Although Arpaio's arrests are controversial here, Peña says his office is discussing implementing more 287G agreements with the Phoenix Police Department and with the sheriffs' offices in two other border counties, Pima and Santa Cruz.
Pima County Sheriff Dupnik's counterpart in Yuma, Sheriff Ralph Ogden, is also on the front line battling increased border violence, and they've banded together in a consortium of 28 border sheriffs who meet to share common concerns, best practices, and collectively lobby their congressional leaders and other federal government officials for more attention and help.
Ogden and 14 of his colleagues in the coalition, for example, met Homeland Security Secretary Michael Chertoff in Washington Tuesday. All 28 members plan to meet in May in San Diego.
But some experts don't see law enforcement as the sole solution.

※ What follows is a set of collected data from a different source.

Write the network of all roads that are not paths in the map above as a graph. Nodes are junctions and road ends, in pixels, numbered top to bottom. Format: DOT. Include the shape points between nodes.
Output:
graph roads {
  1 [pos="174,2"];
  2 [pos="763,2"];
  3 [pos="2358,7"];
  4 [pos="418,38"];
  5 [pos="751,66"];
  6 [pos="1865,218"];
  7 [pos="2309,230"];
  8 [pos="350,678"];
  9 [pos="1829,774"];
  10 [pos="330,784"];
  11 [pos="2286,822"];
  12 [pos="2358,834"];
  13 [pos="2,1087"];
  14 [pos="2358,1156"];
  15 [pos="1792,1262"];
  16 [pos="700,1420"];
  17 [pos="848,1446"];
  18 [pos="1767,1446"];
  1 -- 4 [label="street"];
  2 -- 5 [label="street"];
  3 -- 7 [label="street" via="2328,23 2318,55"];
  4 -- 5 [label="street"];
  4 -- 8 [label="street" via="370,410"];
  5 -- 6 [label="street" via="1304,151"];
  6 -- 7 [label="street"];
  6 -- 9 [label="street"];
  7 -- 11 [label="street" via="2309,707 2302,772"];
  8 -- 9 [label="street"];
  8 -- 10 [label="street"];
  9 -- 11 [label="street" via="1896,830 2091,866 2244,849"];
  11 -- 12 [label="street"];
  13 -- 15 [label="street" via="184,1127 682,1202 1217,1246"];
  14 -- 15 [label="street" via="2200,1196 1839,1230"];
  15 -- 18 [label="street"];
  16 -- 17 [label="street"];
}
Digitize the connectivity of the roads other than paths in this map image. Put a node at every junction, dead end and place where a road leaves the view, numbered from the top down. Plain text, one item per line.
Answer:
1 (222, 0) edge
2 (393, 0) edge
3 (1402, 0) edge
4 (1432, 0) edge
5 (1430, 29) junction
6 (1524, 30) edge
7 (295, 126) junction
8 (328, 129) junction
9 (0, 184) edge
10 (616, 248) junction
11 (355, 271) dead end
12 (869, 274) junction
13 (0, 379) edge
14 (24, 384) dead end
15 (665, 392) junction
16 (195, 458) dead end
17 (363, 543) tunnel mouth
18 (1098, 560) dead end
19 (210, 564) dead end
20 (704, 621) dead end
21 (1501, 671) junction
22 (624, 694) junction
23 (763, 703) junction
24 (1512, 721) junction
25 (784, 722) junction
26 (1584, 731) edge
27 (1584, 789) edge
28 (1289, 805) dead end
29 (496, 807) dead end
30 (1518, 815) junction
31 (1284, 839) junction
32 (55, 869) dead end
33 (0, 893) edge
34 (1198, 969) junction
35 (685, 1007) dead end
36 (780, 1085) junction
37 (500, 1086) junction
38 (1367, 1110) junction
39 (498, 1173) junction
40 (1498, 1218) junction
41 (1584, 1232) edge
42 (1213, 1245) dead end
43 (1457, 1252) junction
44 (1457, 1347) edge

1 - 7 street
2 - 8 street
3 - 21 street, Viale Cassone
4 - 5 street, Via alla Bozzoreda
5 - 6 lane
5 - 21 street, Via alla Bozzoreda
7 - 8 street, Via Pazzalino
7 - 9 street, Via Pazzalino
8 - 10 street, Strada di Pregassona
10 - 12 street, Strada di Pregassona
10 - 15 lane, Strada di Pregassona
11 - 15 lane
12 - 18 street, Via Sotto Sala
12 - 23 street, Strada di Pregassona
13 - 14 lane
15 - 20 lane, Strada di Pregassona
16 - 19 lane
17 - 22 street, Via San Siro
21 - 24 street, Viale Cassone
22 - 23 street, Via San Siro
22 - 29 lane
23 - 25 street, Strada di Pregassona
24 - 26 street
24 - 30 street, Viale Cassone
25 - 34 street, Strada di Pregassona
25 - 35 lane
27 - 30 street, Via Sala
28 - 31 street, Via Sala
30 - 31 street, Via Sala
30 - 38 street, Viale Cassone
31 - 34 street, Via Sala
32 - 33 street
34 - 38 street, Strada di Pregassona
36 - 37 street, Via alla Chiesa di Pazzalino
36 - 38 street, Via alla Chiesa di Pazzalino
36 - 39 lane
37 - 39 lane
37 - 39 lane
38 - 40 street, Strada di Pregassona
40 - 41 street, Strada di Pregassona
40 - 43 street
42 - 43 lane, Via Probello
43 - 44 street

"The increased enforcement has come with significantly increased costs, both in terms of what this country is spending at the border for agents and Guard troops, and also in terms of human costs for crossers," says Luis Cabrera, a political scientist at Arizona State University. "As possible routes dwindle and are in more remote terrain, crossers continue to die in high numbers. They are easier prey for border gangs, and they may be more susceptible to kidnapping or extortion."
Mr. Cabrera goes on to say that Congress should consider all these factors as it debates immigration reform. "It's not realistic to say that there should be no enforcement," he says. "But we should take a hard look at an overall border policy that exacts such a toll on individuals without basic criminal intent who, in the big picture, are important to many sectors of the US economy."
Nestor Rodriguez, a sociologist at the University of Houston and an expert on immigration issues, agrees.
"What may reduce it is a new immigration policy that incorporates legally a significant number of immigrant workers that already participate in our labor force but in extra-legal manners," Professor Rodriguez says. "When more migrant workers can enter legally, the use of smugglers may decline significantly."
• Material from the Associated Press was used in this report. Part I of this series ran Tuesday.